What lines in the data hold the string "const"? Show them.

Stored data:
★ ★ ★ ★ ★

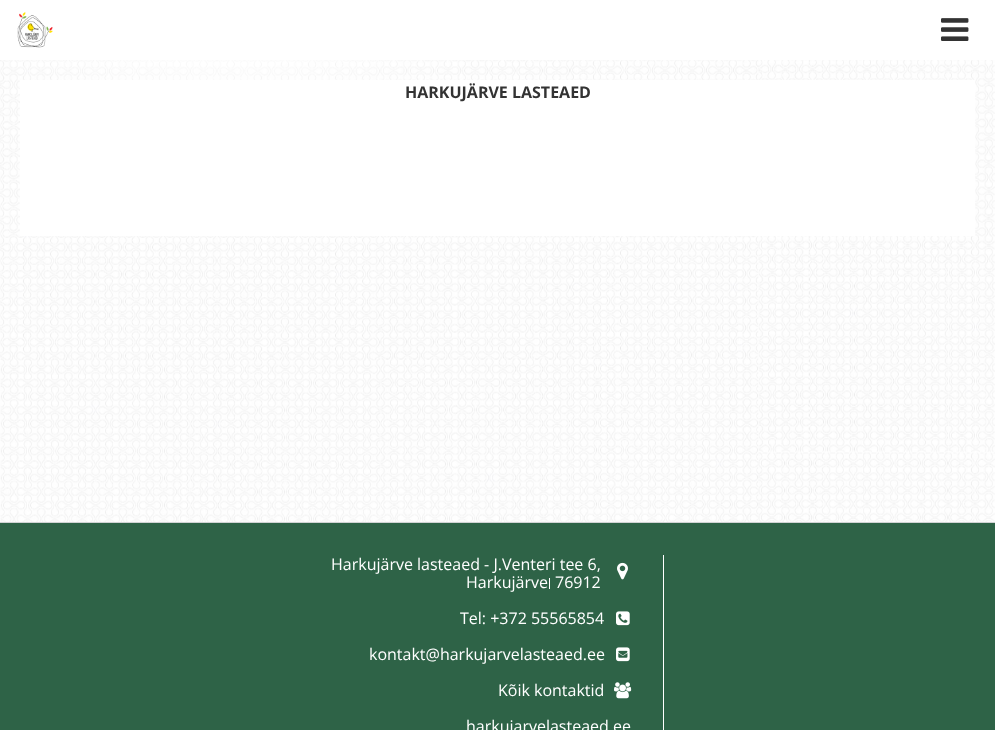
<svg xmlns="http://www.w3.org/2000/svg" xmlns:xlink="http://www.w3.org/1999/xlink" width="995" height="730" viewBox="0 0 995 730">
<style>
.cls-1{font:bold 16px Open Sans;fill:#333333}
.cls-2{font:16px Open Sans;fill:#ffffff}
</style>
<rect width="100%" height="100%" fill="#ffffff"/>
<image xlink:href="image0.png" x="0" y="60" width="995" height="462"/>
<image xlink:href="image1.png" x="3" y="60" width="474" height="33"/>
<image xlink:href="image2.png" x="17" y="12" width="36" height="36"/>
<image xlink:href="image3.png" x="941" y="18" width="28" height="23"/>
<rect fill="#ffffff" x="20" y="80" width="955" height="156"/>
<rect fill="#2e6347" x="0" y="523" width="995" height="207"/>
<rect fill="#d1d3d4" x="0" y="522" width="995" height="1"/>
<rect fill="#ffffff" x="663" y="555" width="1" height="175"/>
<rect fill="#ffffff" x="549" y="578" width="1" height="11"/>
<image xlink:href="image4.png" x="617" y="562" width="11" height="18"/>
<image xlink:href="image5.png" x="616" y="611" width="14" height="15"/>
<image xlink:href="image6.png" x="616" y="647" width="14" height="15"/>
<image xlink:href="image7.png" x="614" y="682" width="18" height="17"/>
<text class="cls-1" x="405" y="98">HARKUJÄRVE LASTEAED</text>
<text class="cls-2" x="331" y="570">Harkujärve lasteaed - J.Venteri tee 6,</text>
<text class="cls-2" x="466" y="588">Harkujärve</text>
<text class="cls-2" x="555" y="588">76912</text>
<text class="cls-2" x="460" y="624">Tel: +372 55565854</text>
<text class="cls-2" x="369" y="660">kontakt@harkujarvelasteaed.ee</text>
<text class="cls-2" x="498" y="696">Kõik kontaktid</text>
<text class="cls-2" x="466" y="732">harkujarvelasteaed.ee</text>
</svg>
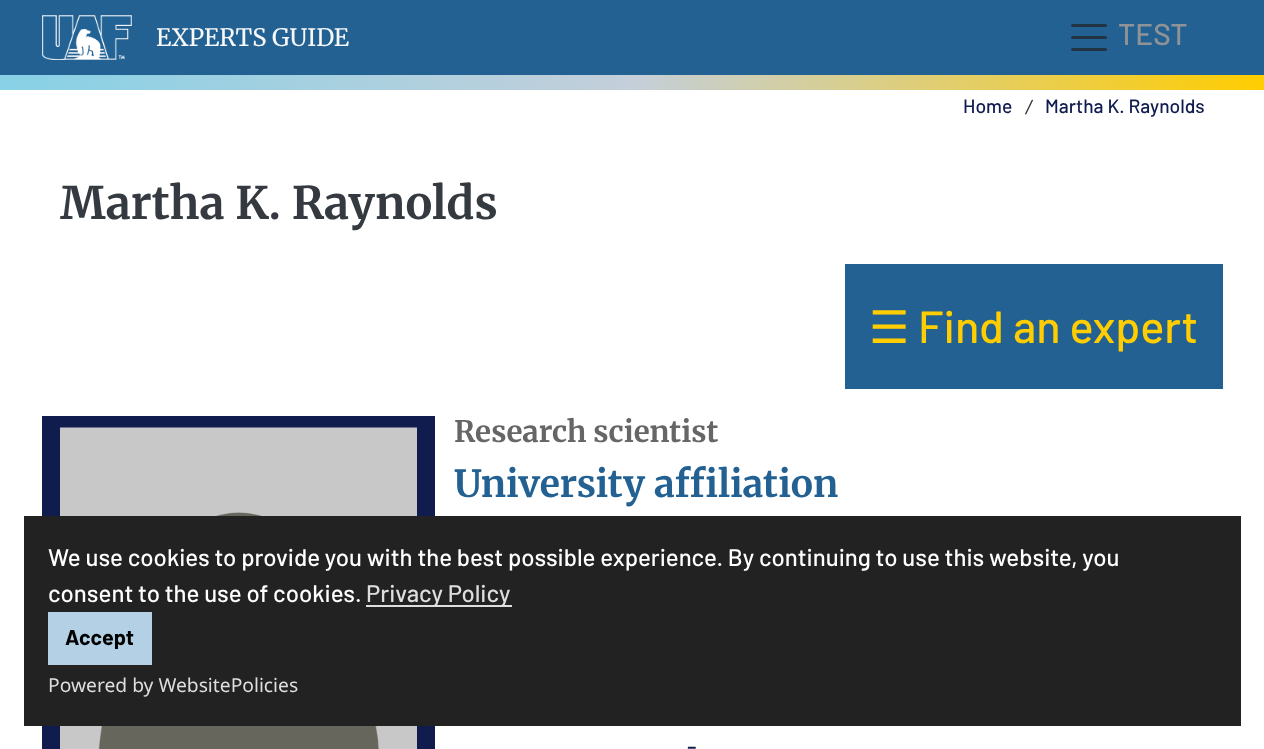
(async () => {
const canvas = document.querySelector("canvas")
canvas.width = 1264
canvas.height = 749
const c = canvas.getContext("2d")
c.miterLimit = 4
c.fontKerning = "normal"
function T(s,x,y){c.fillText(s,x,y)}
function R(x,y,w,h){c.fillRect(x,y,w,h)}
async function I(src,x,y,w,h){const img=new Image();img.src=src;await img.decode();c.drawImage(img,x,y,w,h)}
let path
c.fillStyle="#fff"
R(0,0,1264,749)
c.fillStyle="#236192"
R(0,0,1264,75)
await I("1.png",0,75,1264,15)
await I("2.png",42,15,90,45)
c.font="24px Merriweather"
c.fillStyle="#f7f8f9"
T("EXPERTS GUIDE",156,46)
path = new Path2D("M1072.5 25.5h33m-33 12h33m-33 12h33")
c.strokeStyle="#223443"
c.lineWidth=3
c.lineCap="round"
c.stroke(path)
c.font="500 30px Barlow"
c.fillStyle="#8f9397"
T("TEST",1118,45)
c.font="500 19.25px Barlow"
c.fillStyle="#111c4e"
T("Home",963,113)
await I("3.png",1024,99,10,16)
T("Martha K. Raynolds",1045,113)
c.font="bold 44.9px Merriweather"
c.fillStyle="#343a40"
T("Martha K. Raynolds",60,219)
c.fillStyle="#236192"
R(845,264,378,125)
c.font="45px DejaVu Sans"
c.fillStyle="#ffcd00"
T("☰",869,343)
c.font="500 45px Barlow"
T("Find an expert",918,343)
c.fillStyle="#111c4e"
R(42,416,393,333)
await I("4.png",60,427,357,322)
c.font="bold 29.5px Merriweather"
c.fillStyle="#666"
T("Research scientist",454,442)
c.font="bold 37.25px Merriweather"
c.fillStyle="#236192"
T("University affiliation",454,497)
c.font="500 24px Barlow"
c.fillStyle="#111c4e"
T("-",687,755)
c.fillStyle="#222"
R(24,516,1217,210)
c.fillStyle="#fff"
T("We use cookies to provide you with the best possible experience. By continuing to use this website, you",48,566)
T("consent to the use of cookies.",48,602)
c.fillStyle="#dedede"
R(366,605,146,2)
T("Privacy Policy",366,602)
c.fillStyle="#b3d0e4"
R(48,612,104,53)
c.font="bold 21.5px Barlow"
c.fillStyle="#000"
T("Accept",65,645)
c.font="19.25px Noto Sans"
c.fillStyle="#dedede"
T("Powered by WebsitePolicies",48,692)
})()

★ ★ ★ ★ ★

RESPONSE FOR THIS EXERCISE:
const canvas = document.querySelector("canvas")
const c = canvas.getContext("2d")
async function I(src,x,y,w,h){const img=new Image();img.src=src;await img.decode();c.drawImage(img,x,y,w,h)}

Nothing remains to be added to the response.